The same IP carries different risk depending on what it is doing. Each scenario picks its own action by expected loss — the action with the lowest combined cost of being wrong, given the IP’s evidence and that scenario’s stakes — so the friction is proportionate per surface. A clean IP gets no friction anywhere; friction rises as abuse likelihood and the scenario’s stakes (signup/payment weigh false negatives more than content) increase. The example below is a VPN:

{
"scenarios": {
"content": { "action": "monitor", "risk_level": "medium", "confidence": "medium", "reason": "VPN traffic is allowed but should be monitored in this scenario." },
"seo_crawler": { "action": "monitor", "risk_level": "medium", "confidence": "medium", "reason": "VPN traffic is allowed but should be monitored in this scenario." },
"login": { "action": "rate_limit", "risk_level": "medium", "confidence": "medium", "reason": "VPN traffic should be rate limited in this scenario." },
"signup": { "action": "challenge", "risk_level": "medium", "confidence": "high", "reason": "VPN traffic should face additional friction in this scenario." },
"payment": { "action": "rate_limit", "risk_level": "medium", "confidence": "medium", "reason": "VPN traffic should be rate limited in this scenario." },
"api": { "action": "rate_limit", "risk_level": "medium", "confidence": "medium", "reason": "VPN traffic should be rate limited in this scenario." }
}
}

Per-scenario actions then pass through the same guardrail layer as the top-level decision, so they stay consistent with the role’s allowed_actions (a verified crawler is never challenged in signup; a known abuser is never plain-allowed in content; a Tor exit floors to at least challenge).

scenarios.*.confidence is computed per scenario from that scenario’s own expected-loss margin (how decisively the chosen action beat the runner-up), combined with the shared evidence-quality / source-authority / contradiction / guardrail components — so a clear-cut scenario reads more confident than a close call. The full component breakdown for the top-level confidence is available only in the admin scoring trace at GET /v1/internal/score/{ip} as trace.decision_confidence.

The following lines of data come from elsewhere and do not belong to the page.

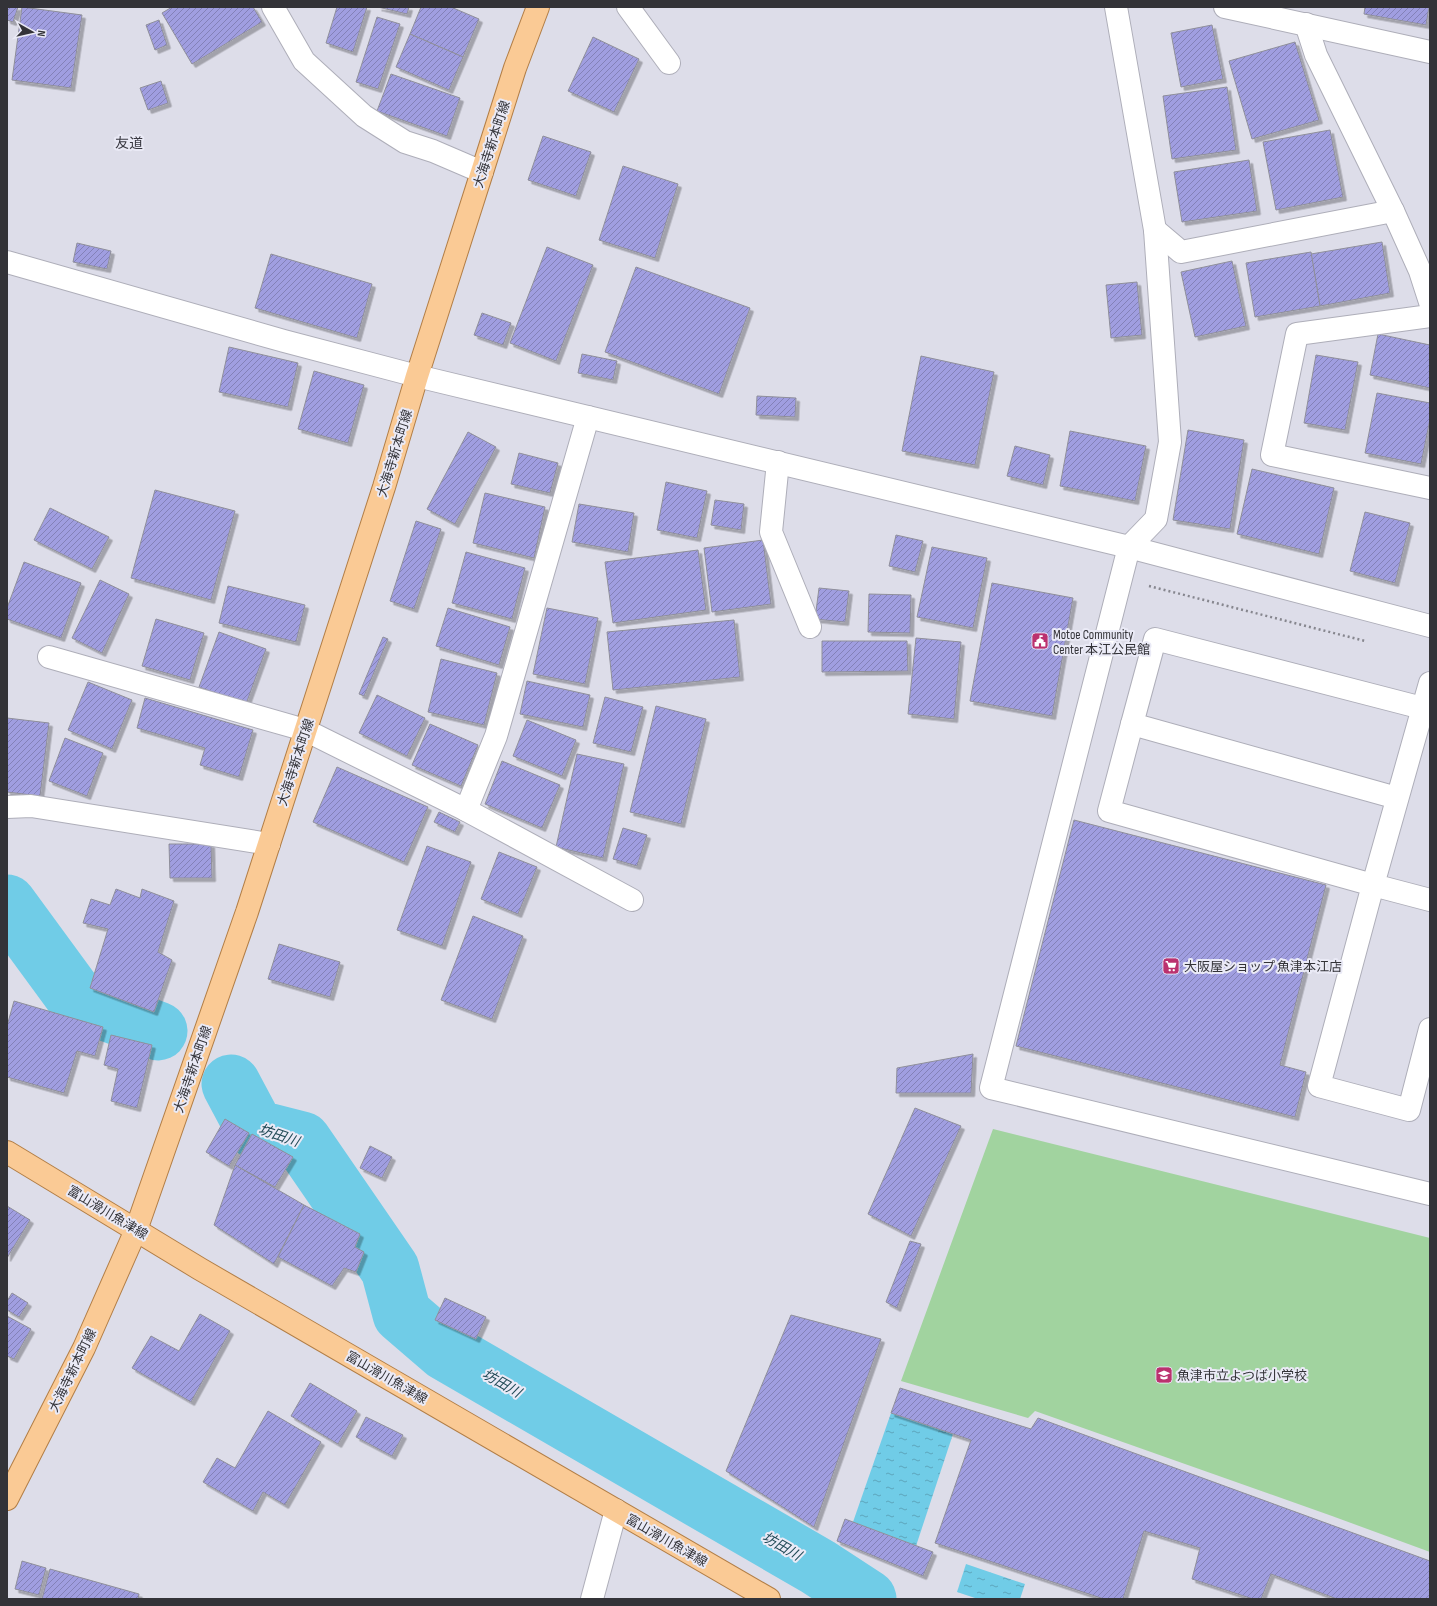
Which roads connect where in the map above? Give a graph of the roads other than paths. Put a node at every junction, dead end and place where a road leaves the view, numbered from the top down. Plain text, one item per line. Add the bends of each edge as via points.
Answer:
1 (273, 7) edge
2 (538, 7) edge
3 (628, 7) edge
4 (1116, 7) edge
5 (1225, 7) edge
6 (1306, 24) junction
7 (1430, 52) edge
8 (669, 63) dead end
9 (482, 172) junction
10 (1393, 211) junction
11 (1155, 230) junction
12 (7, 262) edge
13 (1430, 302) edge
14 (1430, 316) edge
15 (417, 376) junction
16 (588, 417) junction
17 (778, 462) junction
18 (1430, 488) edge
19 (1129, 547) junction
20 (1430, 626) edge
21 (810, 627) dead end
22 (49, 657) dead end
23 (1430, 683) edge
24 (1426, 709) edge
25 (1132, 724) junction
26 (305, 730) junction
27 (1397, 798) junction
28 (7, 807) edge
29 (466, 810) junction
30 (269, 844) junction
31 (1373, 885) junction
32 (632, 900) dead end
33 (1430, 900) edge
34 (1430, 1029) edge
35 (7, 1152) edge
36 (1430, 1194) edge
37 (136, 1230) junction
38 (7, 1499) edge
39 (616, 1510) junction
40 (592, 1599) edge
41 (769, 1599) edge

1 - 9 street via 304,61 364,116 405,142
2 - 9 main road, 大海寺新本町線 via 515,68
3 - 8 street
4 - 11 street
5 - 6 street
6 - 7 street
6 - 10 street via 1316,55
9 - 15 main road, 大海寺新本町線
10 - 11 street via 1181,252
10 - 13 street via 1420,270
11 - 19 street via 1170,442 1156,519
12 - 15 street
14 - 18 street via 1297,334 1272,455
15 - 16 street
15 - 26 main road, 大海寺新本町線 via 384,487
16 - 17 street
16 - 29 street via 496,736
17 - 19 street
17 - 21 street via 771,532
19 - 20 street
19 - 36 street via 991,1088
22 - 26 street
23 - 24 street
24 - 25 street via 1155,639
24 - 27 street
25 - 27 street
25 - 31 street via 1109,811
26 - 29 street
26 - 30 main road, 大海寺新本町線
27 - 31 street
28 - 30 street via 31,806
29 - 32 street
30 - 37 main road, 大海寺新本町線
31 - 33 street
31 - 34 street via 1319,1086 1409,1110
35 - 37 main road, 富山滑川魚津線
37 - 38 main road, 大海寺新本町線 via 84,1348
37 - 39 main road, 富山滑川魚津線
39 - 40 street
39 - 41 main road, 富山滑川魚津線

A deterministic, auditable account of how the decision was reached.

{
"explanation": {
"summary": "datacenter classified as ordinary_datacenter",
"key_reason": "datacenter",
"drivers": [
{ "type": "infrastructure", "label": "infra_network", "impact": "high", "impact_score": 80, "direction": "raises_risk", "reason": "infra_network evidence (registry)" }
],
"guardrails_applied": [],
"reason_chain": [
"datacenter classified as ordinary_datacenter",
"decision action constrained to allow"
]
}
}

Guardrails are deterministic safety rules. Floors raise a too-lenient action to a minimum; caps lower a too-strict action for protected roles. Caps run last, so they are authoritative.

GuardrailEffect
verified_crawler_cannot_blockVerified crawlers are capped at monitor (never challenged/blocked).
public_dns_resolver_cannot_blockPublic DNS resolvers are capped at monitor.
special_use_must_allowSpecial-use / documentation / private ranges always allow.
routing_conflict_requires_manual_reviewRPKI/origin conflict raises non-block actions to manual_review.
strong_threat_floor_cannot_allowA known abuser can never stay allow (raised to at least monitor).
tor_exit_floorTor exits get at least challenge where they would otherwise allow.
proxy_floorVPN / residential / public proxies get at least monitor where they would otherwise allow.

Request just the decision surface with field projection:

Terminal window
curl -s "https://api.ipbot.com/v1/ip/8.8.8.8?fields=decision,scenarios"

Then branch on the scenario relevant to the request you’re handling — e.g. use scenarios.payment.action at checkout and scenarios.login.action at sign-in — or use the top-level decision.action for a single global policy.

The decision layer never changes score.risk_score / verdict / recommended_action, so you can adopt it incrementally alongside your existing score-based logic.